- _TASK GOAL_
Your answer must contain each line of the data, copied exactly.

- _PROVIDED DATA_
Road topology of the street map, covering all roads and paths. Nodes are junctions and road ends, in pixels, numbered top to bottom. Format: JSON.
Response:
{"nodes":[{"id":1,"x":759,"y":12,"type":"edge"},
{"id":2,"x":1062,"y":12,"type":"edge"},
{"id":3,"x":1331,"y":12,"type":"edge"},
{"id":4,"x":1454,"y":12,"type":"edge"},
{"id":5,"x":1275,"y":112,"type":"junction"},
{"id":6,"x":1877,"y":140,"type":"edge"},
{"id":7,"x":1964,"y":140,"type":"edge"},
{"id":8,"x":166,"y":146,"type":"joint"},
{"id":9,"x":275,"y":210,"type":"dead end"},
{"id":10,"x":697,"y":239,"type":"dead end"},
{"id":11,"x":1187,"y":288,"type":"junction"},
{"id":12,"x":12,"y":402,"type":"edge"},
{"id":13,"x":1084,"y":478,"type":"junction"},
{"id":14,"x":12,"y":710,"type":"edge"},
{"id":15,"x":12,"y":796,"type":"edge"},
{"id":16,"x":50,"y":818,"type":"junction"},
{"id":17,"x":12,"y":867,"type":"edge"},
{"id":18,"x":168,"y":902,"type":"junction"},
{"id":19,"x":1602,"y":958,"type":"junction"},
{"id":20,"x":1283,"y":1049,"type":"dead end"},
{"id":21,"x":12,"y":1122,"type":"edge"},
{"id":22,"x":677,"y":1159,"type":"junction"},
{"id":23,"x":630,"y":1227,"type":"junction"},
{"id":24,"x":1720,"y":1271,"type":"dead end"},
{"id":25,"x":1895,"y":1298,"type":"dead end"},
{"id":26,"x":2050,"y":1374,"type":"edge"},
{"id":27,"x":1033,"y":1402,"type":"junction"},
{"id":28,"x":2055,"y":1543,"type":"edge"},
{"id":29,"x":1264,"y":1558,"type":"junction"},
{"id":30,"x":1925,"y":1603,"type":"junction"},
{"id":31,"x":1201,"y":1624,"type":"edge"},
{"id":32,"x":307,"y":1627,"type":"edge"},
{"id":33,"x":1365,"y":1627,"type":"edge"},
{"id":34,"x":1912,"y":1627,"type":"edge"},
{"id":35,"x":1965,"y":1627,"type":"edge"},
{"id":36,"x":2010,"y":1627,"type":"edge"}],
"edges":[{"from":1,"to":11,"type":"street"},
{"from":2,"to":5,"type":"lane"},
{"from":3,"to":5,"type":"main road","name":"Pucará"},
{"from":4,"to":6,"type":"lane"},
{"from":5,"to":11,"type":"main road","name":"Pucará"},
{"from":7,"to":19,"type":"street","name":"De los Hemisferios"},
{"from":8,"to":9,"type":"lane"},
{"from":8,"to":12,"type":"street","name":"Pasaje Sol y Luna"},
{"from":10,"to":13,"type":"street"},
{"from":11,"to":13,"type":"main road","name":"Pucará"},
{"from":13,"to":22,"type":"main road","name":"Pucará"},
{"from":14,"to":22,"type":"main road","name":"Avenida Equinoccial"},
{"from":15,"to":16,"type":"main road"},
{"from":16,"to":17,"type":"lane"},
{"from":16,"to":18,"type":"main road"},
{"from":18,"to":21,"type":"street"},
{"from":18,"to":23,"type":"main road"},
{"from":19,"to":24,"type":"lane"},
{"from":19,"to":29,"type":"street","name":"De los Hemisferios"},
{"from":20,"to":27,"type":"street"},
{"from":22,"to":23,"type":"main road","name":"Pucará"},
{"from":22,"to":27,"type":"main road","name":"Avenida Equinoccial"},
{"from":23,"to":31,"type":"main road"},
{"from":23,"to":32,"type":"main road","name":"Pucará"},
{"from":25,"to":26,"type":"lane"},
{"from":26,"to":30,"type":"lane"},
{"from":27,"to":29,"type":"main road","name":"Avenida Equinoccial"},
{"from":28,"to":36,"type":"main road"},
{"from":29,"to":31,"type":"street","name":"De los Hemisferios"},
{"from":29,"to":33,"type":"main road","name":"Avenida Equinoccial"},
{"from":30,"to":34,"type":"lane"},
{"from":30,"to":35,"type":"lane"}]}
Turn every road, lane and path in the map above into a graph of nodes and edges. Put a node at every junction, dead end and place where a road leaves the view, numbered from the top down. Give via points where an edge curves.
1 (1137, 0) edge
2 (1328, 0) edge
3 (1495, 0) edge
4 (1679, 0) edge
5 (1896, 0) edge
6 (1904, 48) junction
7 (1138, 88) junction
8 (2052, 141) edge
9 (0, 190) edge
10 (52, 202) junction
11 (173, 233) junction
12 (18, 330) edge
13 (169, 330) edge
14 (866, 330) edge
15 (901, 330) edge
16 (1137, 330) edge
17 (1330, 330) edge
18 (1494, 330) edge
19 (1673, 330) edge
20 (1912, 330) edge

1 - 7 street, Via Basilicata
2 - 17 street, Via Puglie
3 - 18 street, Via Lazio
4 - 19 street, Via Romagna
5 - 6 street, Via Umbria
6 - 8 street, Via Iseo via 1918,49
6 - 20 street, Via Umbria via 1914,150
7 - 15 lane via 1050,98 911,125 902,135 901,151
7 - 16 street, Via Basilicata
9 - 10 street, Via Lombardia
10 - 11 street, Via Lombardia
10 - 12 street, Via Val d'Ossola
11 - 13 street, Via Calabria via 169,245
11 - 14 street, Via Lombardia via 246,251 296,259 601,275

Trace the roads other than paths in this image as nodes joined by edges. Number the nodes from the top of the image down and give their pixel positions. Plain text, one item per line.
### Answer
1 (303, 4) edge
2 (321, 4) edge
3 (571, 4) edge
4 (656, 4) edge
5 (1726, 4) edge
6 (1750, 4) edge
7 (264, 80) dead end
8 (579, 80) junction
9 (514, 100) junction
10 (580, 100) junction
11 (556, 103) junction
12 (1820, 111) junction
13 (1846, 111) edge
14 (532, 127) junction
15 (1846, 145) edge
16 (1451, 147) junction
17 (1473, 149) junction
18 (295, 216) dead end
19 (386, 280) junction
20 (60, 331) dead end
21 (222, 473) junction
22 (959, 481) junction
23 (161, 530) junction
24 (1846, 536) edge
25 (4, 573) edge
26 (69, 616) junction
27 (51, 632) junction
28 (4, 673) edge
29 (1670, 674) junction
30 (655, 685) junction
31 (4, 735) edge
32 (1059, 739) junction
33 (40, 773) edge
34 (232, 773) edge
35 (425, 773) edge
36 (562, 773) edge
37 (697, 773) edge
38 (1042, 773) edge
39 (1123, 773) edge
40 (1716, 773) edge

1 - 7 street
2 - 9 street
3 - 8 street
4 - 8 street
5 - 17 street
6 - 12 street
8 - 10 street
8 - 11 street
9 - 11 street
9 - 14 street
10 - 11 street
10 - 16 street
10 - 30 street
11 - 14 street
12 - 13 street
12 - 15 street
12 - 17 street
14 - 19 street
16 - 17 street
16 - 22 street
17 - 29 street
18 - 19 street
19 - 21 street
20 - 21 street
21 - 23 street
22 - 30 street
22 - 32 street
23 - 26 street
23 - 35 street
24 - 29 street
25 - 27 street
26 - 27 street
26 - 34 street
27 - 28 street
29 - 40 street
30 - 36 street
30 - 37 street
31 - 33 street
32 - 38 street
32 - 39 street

- _YOUR RESPONSE_
Road topology of the street map, covering all roads and paths. Nodes are junctions and road ends, in pixels, numbered top to bottom. Format: JSON.
Response:
{"nodes":[{"id":1,"x":759,"y":12,"type":"edge"},
{"id":2,"x":1062,"y":12,"type":"edge"},
{"id":3,"x":1331,"y":12,"type":"edge"},
{"id":4,"x":1454,"y":12,"type":"edge"},
{"id":5,"x":1275,"y":112,"type":"junction"},
{"id":6,"x":1877,"y":140,"type":"edge"},
{"id":7,"x":1964,"y":140,"type":"edge"},
{"id":8,"x":166,"y":146,"type":"joint"},
{"id":9,"x":275,"y":210,"type":"dead end"},
{"id":10,"x":697,"y":239,"type":"dead end"},
{"id":11,"x":1187,"y":288,"type":"junction"},
{"id":12,"x":12,"y":402,"type":"edge"},
{"id":13,"x":1084,"y":478,"type":"junction"},
{"id":14,"x":12,"y":710,"type":"edge"},
{"id":15,"x":12,"y":796,"type":"edge"},
{"id":16,"x":50,"y":818,"type":"junction"},
{"id":17,"x":12,"y":867,"type":"edge"},
{"id":18,"x":168,"y":902,"type":"junction"},
{"id":19,"x":1602,"y":958,"type":"junction"},
{"id":20,"x":1283,"y":1049,"type":"dead end"},
{"id":21,"x":12,"y":1122,"type":"edge"},
{"id":22,"x":677,"y":1159,"type":"junction"},
{"id":23,"x":630,"y":1227,"type":"junction"},
{"id":24,"x":1720,"y":1271,"type":"dead end"},
{"id":25,"x":1895,"y":1298,"type":"dead end"},
{"id":26,"x":2050,"y":1374,"type":"edge"},
{"id":27,"x":1033,"y":1402,"type":"junction"},
{"id":28,"x":2055,"y":1543,"type":"edge"},
{"id":29,"x":1264,"y":1558,"type":"junction"},
{"id":30,"x":1925,"y":1603,"type":"junction"},
{"id":31,"x":1201,"y":1624,"type":"edge"},
{"id":32,"x":307,"y":1627,"type":"edge"},
{"id":33,"x":1365,"y":1627,"type":"edge"},
{"id":34,"x":1912,"y":1627,"type":"edge"},
{"id":35,"x":1965,"y":1627,"type":"edge"},
{"id":36,"x":2010,"y":1627,"type":"edge"}],
"edges":[{"from":1,"to":11,"type":"street"},
{"from":2,"to":5,"type":"lane"},
{"from":3,"to":5,"type":"main road","name":"Pucará"},
{"from":4,"to":6,"type":"lane"},
{"from":5,"to":11,"type":"main road","name":"Pucará"},
{"from":7,"to":19,"type":"street","name":"De los Hemisferios"},
{"from":8,"to":9,"type":"lane"},
{"from":8,"to":12,"type":"street","name":"Pasaje Sol y Luna"},
{"from":10,"to":13,"type":"street"},
{"from":11,"to":13,"type":"main road","name":"Pucará"},
{"from":13,"to":22,"type":"main road","name":"Pucará"},
{"from":14,"to":22,"type":"main road","name":"Avenida Equinoccial"},
{"from":15,"to":16,"type":"main road"},
{"from":16,"to":17,"type":"lane"},
{"from":16,"to":18,"type":"main road"},
{"from":18,"to":21,"type":"street"},
{"from":18,"to":23,"type":"main road"},
{"from":19,"to":24,"type":"lane"},
{"from":19,"to":29,"type":"street","name":"De los Hemisferios"},
{"from":20,"to":27,"type":"street"},
{"from":22,"to":23,"type":"main road","name":"Pucará"},
{"from":22,"to":27,"type":"main road","name":"Avenida Equinoccial"},
{"from":23,"to":31,"type":"main road"},
{"from":23,"to":32,"type":"main road","name":"Pucará"},
{"from":25,"to":26,"type":"lane"},
{"from":26,"to":30,"type":"lane"},
{"from":27,"to":29,"type":"main road","name":"Avenida Equinoccial"},
{"from":28,"to":36,"type":"main road"},
{"from":29,"to":31,"type":"street","name":"De los Hemisferios"},
{"from":29,"to":33,"type":"main road","name":"Avenida Equinoccial"},
{"from":30,"to":34,"type":"lane"},
{"from":30,"to":35,"type":"lane"}]}
Turn every road, lane and path in the map above into a graph of nodes and edges. Put a node at every junction, dead end and place where a road leaves the view, numbered from the top down. Give via points where an edge curves.
1 (1137, 0) edge
2 (1328, 0) edge
3 (1495, 0) edge
4 (1679, 0) edge
5 (1896, 0) edge
6 (1904, 48) junction
7 (1138, 88) junction
8 (2052, 141) edge
9 (0, 190) edge
10 (52, 202) junction
11 (173, 233) junction
12 (18, 330) edge
13 (169, 330) edge
14 (866, 330) edge
15 (901, 330) edge
16 (1137, 330) edge
17 (1330, 330) edge
18 (1494, 330) edge
19 (1673, 330) edge
20 (1912, 330) edge

1 - 7 street, Via Basilicata
2 - 17 street, Via Puglie
3 - 18 street, Via Lazio
4 - 19 street, Via Romagna
5 - 6 street, Via Umbria
6 - 8 street, Via Iseo via 1918,49
6 - 20 street, Via Umbria via 1914,150
7 - 15 lane via 1050,98 911,125 902,135 901,151
7 - 16 street, Via Basilicata
9 - 10 street, Via Lombardia
10 - 11 street, Via Lombardia
10 - 12 street, Via Val d'Ossola
11 - 13 street, Via Calabria via 169,245
11 - 14 street, Via Lombardia via 246,251 296,259 601,275

Trace the roads other than paths in this image as nodes joined by edges. Number the nodes from the top of the image down and give their pixel positions. Plain text, one item per line.
### Answer
1 (303, 4) edge
2 (321, 4) edge
3 (571, 4) edge
4 (656, 4) edge
5 (1726, 4) edge
6 (1750, 4) edge
7 (264, 80) dead end
8 (579, 80) junction
9 (514, 100) junction
10 (580, 100) junction
11 (556, 103) junction
12 (1820, 111) junction
13 (1846, 111) edge
14 (532, 127) junction
15 (1846, 145) edge
16 (1451, 147) junction
17 (1473, 149) junction
18 (295, 216) dead end
19 (386, 280) junction
20 (60, 331) dead end
21 (222, 473) junction
22 (959, 481) junction
23 (161, 530) junction
24 (1846, 536) edge
25 (4, 573) edge
26 (69, 616) junction
27 (51, 632) junction
28 (4, 673) edge
29 (1670, 674) junction
30 (655, 685) junction
31 (4, 735) edge
32 (1059, 739) junction
33 (40, 773) edge
34 (232, 773) edge
35 (425, 773) edge
36 (562, 773) edge
37 (697, 773) edge
38 (1042, 773) edge
39 (1123, 773) edge
40 (1716, 773) edge

1 - 7 street
2 - 9 street
3 - 8 street
4 - 8 street
5 - 17 street
6 - 12 street
8 - 10 street
8 - 11 street
9 - 11 street
9 - 14 street
10 - 11 street
10 - 16 street
10 - 30 street
11 - 14 street
12 - 13 street
12 - 15 street
12 - 17 street
14 - 19 street
16 - 17 street
16 - 22 street
17 - 29 street
18 - 19 street
19 - 21 street
20 - 21 street
21 - 23 street
22 - 30 street
22 - 32 street
23 - 26 street
23 - 35 street
24 - 29 street
25 - 27 street
26 - 27 street
26 - 34 street
27 - 28 street
29 - 40 street
30 - 36 street
30 - 37 street
31 - 33 street
32 - 38 street
32 - 39 street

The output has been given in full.